Она вошла в комнату, ослепляя совершенством своей красоты, и я сразу ощутила себя тем, кем являюсь на самом деле, – приблудной кошкой, которая по недо-смотру заняла чужое место. Вот сейчас хозяин разберется и вышвырнет бродяжку прочь. Миска с «Китикетом», игрушки да мягкий домик предназначались для другой, породистой киски, такой, как эта. Но хозяин отчего-то не спешил выпроваживать меня, и от объятий той, другой, увернулся, точно опасаясь, что горький полынный запах ее духов неведомым образом привяжет его к ней. В последнее время я очень хорошо научилась понимать Альдова. Появление леди-кошки его не удивило, а… как бы правильнее выразиться, огорчило? Задело за живое?
– Здравствуй, дорогой, – пропела красавица.
Она небрежно дернула плечиком, и белоснежная, как снег на вершине Гималаев, шубка послушно соскользнула с плеч. По теории, Егору полагалось поймать ускользающий мех, но он не шелохнулся.
– Фу, Егор, ты всегда был деревенщиной. К твоим бы деньгам еще и приличные манеры… Или твоим девицам на манеры плевать? Ну, понимаю, им куда важнее толщина твоего кошелька… Девушка, может, вы погуляете пока?
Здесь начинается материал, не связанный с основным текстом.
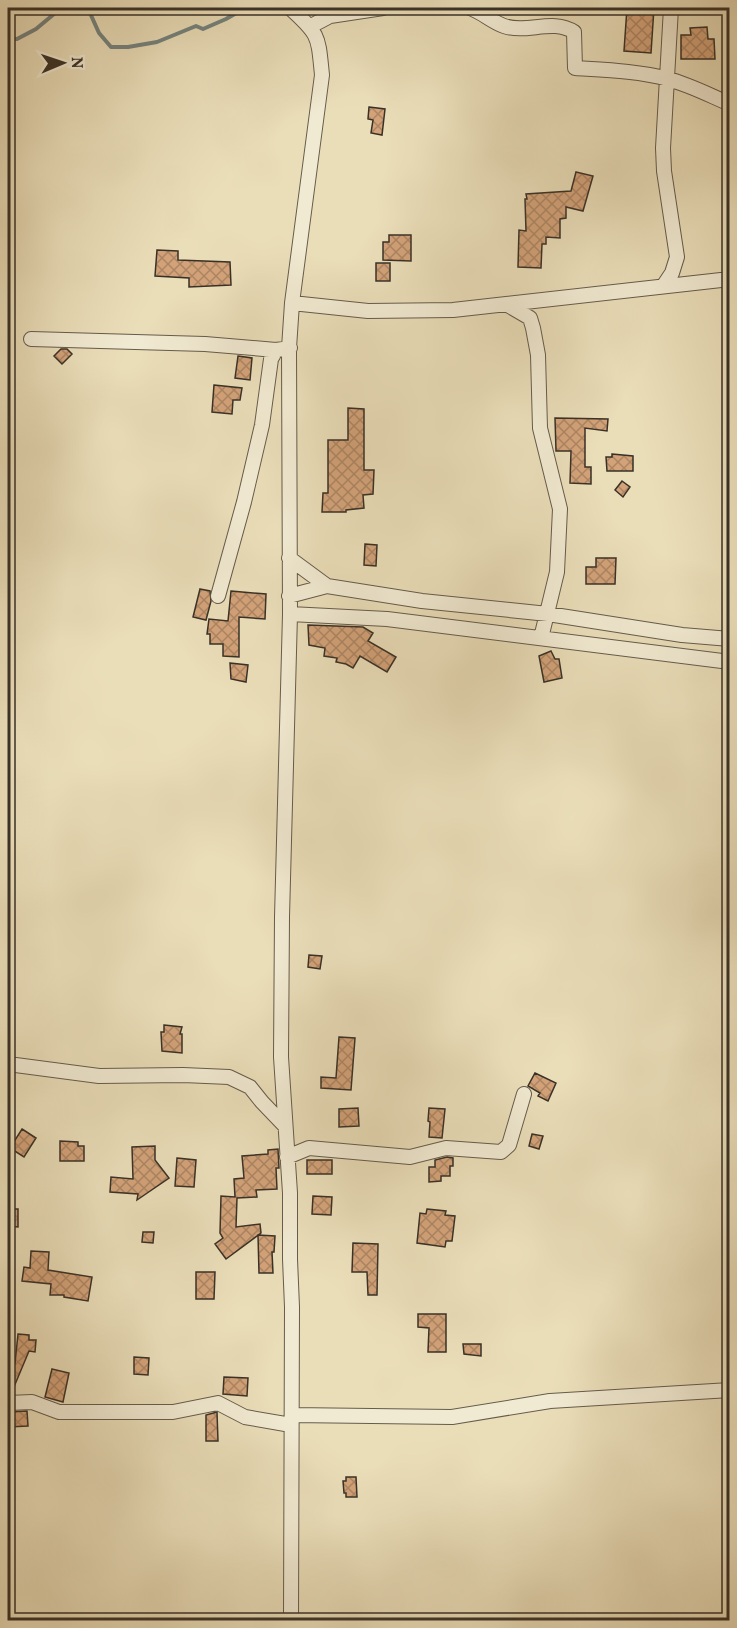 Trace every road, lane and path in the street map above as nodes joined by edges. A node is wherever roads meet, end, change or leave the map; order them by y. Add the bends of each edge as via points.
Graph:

Я не сразу поняла, к кому она обращается, просто вдруг удивилась, когда тягучий, темный, точно свежий гречишный мед, голос замерз. Голос-колючка, голос-злюка контрастировал с почти дружелюбным выражением ее лица.
– Я жду, – напомнила дама.
– Она останется, – буркнул Альдов. Спасибо тебе, Егор, но не больно-то хотелось. Он, словно прочитав мои мысли, добавил: – Ты остаешься, понятно?
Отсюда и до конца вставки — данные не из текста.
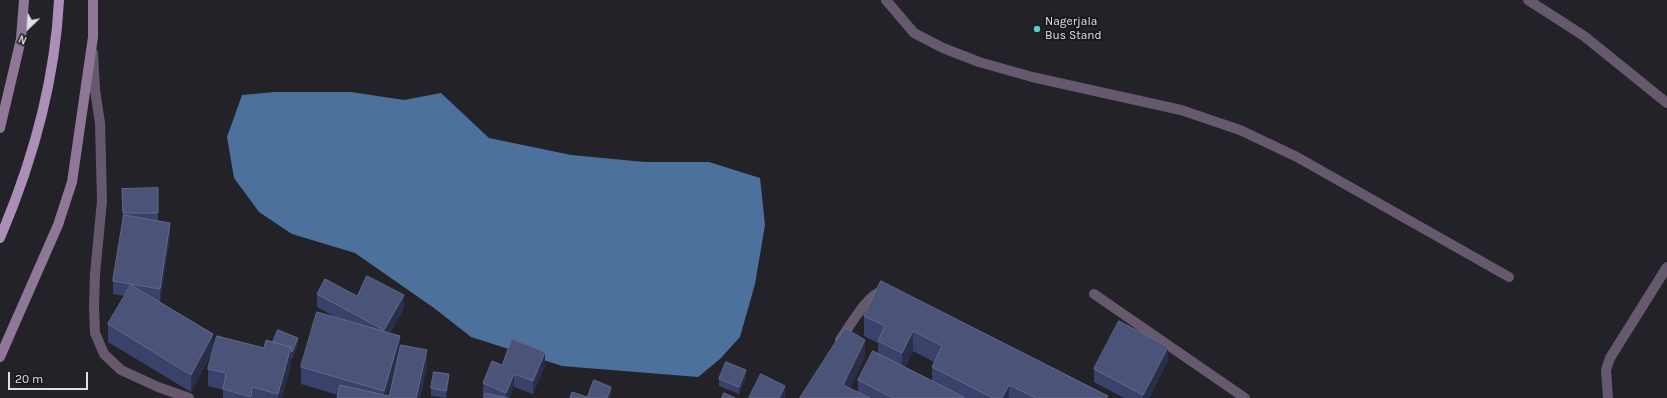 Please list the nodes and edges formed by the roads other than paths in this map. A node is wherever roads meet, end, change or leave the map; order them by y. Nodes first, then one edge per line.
1 (24, 0) edge
2 (59, 0) edge
3 (93, 0) edge
4 (886, 0) edge
5 (1528, 0) edge
6 (93, 37) junction
7 (1667, 103) edge
8 (0, 128) edge
9 (0, 238) edge
10 (1667, 268) edge
11 (1509, 277) dead end
12 (892, 290) edge
13 (1094, 294) dead end
14 (833, 351) edge
15 (0, 357) edge
16 (189, 398) edge
17 (1245, 398) edge
18 (1608, 398) edge

1 - 8 street
2 - 9 main road
3 - 6 street
4 - 11 street
5 - 7 street
6 - 15 street
6 - 16 street
10 - 18 street
12 - 14 street
13 - 17 street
– Фи, Егор, тебе не кажется, что посвящать любовниц в семейные дела глупо?
– А она не любовница, – Альдов усмехнулся, – знакомься, Тома, это Анастасия, моя жена. Настасья, это Томила, моя бывшая жена.
Ох, и не стоило ему этого говорить. Подозреваю, будь у Томочки возможность, она убивала бы меня долго, медленно и со вкусом. А я? Я не знаю. Если Егор говорит, что эта женщина – Томила, значит, так оно и есть, передо мной – Юлькина мать. А Юлька говорила, будто мама умерла. Выходит, не умерла, живет, и, судя по внешнему виду, живет весьма неплохо. Не понимаю, не хочу понимать, как такое возможно, она – мать, она бросила Юленьку там, где и взрослым тяжело выжить, она убила собственную дочь. Пускай Альдов обвиняет меня, пускай меня ненавидит, пускай заочно вынес приговор, но эта сука, которая сейчас стоит посреди комнаты, заслуживает смерти гораздо более мучительной, чем я.